__EXERCISE AIM__
Your reply must be one number: the count of lines in the data below that contain "roads".

__DATA RECORDS__

-- Opening Marker --

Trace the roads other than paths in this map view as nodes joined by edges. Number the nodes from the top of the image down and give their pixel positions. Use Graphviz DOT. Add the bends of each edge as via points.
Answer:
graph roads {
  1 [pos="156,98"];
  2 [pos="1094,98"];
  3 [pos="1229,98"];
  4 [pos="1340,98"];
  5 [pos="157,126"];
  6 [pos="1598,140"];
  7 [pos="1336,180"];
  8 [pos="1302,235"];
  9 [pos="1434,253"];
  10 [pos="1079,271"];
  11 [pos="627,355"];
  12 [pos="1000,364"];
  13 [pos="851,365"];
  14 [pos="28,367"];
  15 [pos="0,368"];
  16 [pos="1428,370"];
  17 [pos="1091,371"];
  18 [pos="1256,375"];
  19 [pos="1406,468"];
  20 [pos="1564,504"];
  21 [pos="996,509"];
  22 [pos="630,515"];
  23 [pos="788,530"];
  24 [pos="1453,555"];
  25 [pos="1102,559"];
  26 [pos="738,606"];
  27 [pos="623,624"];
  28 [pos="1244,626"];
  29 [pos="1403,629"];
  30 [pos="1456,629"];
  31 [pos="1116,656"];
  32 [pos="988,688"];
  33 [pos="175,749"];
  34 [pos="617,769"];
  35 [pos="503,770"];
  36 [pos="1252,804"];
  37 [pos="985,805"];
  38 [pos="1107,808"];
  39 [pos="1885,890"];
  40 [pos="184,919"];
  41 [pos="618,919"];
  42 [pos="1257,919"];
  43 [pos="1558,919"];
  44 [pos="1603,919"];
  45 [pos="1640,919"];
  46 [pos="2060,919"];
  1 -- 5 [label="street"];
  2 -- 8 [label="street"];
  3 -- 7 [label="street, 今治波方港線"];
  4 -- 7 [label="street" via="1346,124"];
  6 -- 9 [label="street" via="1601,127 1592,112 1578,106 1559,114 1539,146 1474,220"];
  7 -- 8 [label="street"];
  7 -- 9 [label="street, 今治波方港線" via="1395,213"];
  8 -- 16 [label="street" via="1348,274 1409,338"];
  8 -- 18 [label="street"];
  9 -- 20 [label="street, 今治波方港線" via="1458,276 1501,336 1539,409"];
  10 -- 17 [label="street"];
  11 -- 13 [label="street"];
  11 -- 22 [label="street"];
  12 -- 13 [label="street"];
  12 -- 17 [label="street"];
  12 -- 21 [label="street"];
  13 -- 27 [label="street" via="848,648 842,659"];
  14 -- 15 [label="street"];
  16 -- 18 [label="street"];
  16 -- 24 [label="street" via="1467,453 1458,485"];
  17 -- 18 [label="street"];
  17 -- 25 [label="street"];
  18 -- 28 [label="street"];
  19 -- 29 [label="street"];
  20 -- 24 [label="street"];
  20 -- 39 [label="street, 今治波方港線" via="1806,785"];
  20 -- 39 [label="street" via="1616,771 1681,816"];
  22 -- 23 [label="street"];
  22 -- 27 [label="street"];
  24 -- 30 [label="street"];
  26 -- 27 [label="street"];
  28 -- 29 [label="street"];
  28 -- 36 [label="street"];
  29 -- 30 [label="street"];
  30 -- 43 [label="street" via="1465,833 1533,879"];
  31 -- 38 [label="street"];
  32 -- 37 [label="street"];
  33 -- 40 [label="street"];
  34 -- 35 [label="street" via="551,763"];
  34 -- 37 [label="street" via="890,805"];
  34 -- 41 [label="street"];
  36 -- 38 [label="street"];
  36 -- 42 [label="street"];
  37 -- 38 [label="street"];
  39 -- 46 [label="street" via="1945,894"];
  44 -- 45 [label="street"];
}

-- Closing Marker --

__YOUR RESPONSE__
2